The petitioners  in writ petitions Nos. 4610-12/81 live on pavements and in slums in the city of Bombay. Some of the petitioners in  the second batch of writ petitions Nos.5068-79 of  1981, are  residents of    Kamraj    Nagar,   a  basti  or habitation which  is alleged  to have come into existence in about 1960-61,  near the  Western Express  Highway,  Bombay, while others  are residing in structures constructed off the Tulsi Pipe  Road, Mahim, Bombay. The Peoples Union for Civil Liberties, Committee for the Protection of Democratic Rights and two journalists have also joined in the writ petitions.

Some  time  in  1981,   the  respondents -  State  of Maharashtra and Bombay Municipal Corporation took a decision that all pavement dwellers and the slum or busti dwellers in the city  of Bombay will be evicted forcibly and deported to their respective  places of  origin  or  removed  to  places outside the  city of  Bombay. Pursuant to that decision, the pavement dwellings  of some  of the petitioners were in fact demolished by  the Bombay Municipal Corporation. Some of the petitioners  challenged   the aforesaid decision of  the respondents in  the High  Court.


Court ruling:

The court ruled that the order of the Bombay Municipal Corporation to evict the petitioners is in accordance with law but there should be an alternate place for them (petitioners) to resettle, "though we [court] do not propose to make it a condition precedent to the removal of the encroachments committed by them."

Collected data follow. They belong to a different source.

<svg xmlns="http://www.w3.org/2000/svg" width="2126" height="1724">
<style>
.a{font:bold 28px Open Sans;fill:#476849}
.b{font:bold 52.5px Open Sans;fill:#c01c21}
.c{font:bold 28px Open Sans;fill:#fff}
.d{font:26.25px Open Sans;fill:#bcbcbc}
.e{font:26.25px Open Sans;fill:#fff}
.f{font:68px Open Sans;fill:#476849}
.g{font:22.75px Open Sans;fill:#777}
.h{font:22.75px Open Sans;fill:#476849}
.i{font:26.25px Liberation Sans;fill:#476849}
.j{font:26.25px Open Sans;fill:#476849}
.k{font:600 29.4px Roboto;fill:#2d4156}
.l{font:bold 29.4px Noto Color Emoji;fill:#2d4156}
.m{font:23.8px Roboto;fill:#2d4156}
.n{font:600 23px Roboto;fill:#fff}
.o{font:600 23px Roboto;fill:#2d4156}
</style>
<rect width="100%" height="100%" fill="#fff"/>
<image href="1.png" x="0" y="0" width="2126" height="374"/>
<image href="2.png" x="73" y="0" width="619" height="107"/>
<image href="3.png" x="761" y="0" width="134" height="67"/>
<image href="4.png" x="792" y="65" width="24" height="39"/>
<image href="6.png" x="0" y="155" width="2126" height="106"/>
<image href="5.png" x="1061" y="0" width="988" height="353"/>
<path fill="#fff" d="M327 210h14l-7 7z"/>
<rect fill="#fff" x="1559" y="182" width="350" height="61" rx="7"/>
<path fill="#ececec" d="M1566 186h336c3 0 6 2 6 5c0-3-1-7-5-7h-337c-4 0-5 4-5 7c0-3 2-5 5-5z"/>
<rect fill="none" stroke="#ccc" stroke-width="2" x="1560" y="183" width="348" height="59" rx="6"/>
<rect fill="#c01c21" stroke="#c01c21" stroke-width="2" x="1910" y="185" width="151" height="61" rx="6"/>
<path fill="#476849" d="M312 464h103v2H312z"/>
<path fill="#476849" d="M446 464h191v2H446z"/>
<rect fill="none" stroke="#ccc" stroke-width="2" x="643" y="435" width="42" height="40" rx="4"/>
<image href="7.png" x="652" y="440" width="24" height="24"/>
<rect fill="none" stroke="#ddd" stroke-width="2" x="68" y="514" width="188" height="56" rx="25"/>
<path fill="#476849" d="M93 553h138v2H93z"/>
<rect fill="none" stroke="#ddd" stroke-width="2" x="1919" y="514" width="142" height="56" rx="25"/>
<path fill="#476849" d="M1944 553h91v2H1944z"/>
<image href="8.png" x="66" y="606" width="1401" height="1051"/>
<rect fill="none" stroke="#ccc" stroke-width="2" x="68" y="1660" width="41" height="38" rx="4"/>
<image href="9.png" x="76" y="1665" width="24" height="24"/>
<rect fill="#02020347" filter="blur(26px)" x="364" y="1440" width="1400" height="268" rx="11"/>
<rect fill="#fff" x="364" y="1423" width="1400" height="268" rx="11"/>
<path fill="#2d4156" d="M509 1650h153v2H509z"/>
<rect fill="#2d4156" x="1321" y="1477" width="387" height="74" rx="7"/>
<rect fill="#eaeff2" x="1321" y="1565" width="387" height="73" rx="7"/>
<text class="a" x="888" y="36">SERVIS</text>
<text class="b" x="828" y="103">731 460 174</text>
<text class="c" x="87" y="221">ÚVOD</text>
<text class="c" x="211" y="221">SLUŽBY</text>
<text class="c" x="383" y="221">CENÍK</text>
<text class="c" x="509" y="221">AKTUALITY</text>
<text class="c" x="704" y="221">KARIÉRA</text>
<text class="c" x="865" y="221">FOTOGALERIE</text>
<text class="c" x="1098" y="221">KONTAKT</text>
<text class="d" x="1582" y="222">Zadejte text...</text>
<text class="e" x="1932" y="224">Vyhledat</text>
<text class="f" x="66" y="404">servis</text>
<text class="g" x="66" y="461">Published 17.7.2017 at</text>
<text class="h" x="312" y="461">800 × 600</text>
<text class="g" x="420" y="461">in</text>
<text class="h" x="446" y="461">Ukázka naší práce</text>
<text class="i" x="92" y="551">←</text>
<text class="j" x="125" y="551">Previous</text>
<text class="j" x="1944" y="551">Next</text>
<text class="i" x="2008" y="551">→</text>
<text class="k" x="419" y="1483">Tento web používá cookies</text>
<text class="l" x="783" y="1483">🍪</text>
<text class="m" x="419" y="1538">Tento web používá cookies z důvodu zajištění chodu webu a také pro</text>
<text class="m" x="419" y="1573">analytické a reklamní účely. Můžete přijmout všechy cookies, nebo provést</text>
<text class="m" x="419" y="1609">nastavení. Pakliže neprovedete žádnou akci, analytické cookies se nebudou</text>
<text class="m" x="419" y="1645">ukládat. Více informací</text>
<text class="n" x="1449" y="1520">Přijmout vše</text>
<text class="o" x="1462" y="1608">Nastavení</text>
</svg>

The decision states that estoppel cannot be used in enforcing constitutional rights and right to life includes right to livelihood:

It is not possible to accept the contention that the petitioners are estopped from setting up their fundamental rights as a defence to the demolition of the huts put up by them on pavements or parts of public roads. There can be no estoppel against the Constitution. The Constitution is not only the paramount law of the land but, it is the source and substance of all laws. Its provisions are conceived in public interest and are intended to serve a public purpose. The doctrine of estoppel is based on the principle that consistency in word and action imparts certainty and honesty to human affairs. If a person makes a representation to another, on the faith of which the latter acts to his prejudice, the former cannot resile from the representation made by him. He must make it good. This principle can have no application to representations made regarding the assertion or enforcement of fundamental rights. For example, the concession made by a person that he does not possess and would not exercise his right to free speech and expression or the right to move freely throughout the territory of India cannot deprive him of those constitutional rights, any more than a concession that a person has no right of personal liberty can justify his detention contrary to the terms of Article 22 of the Constitution. Fundamental rights are undoubtedly conferred by the Constitution upon individuals which have to be asserted and enforced by them, if those rights are violated. But, the high purpose which the Constitution seeks to achieve by conferment of fundamental rights is not only to benefit individuals but to secure the larger interests of the community.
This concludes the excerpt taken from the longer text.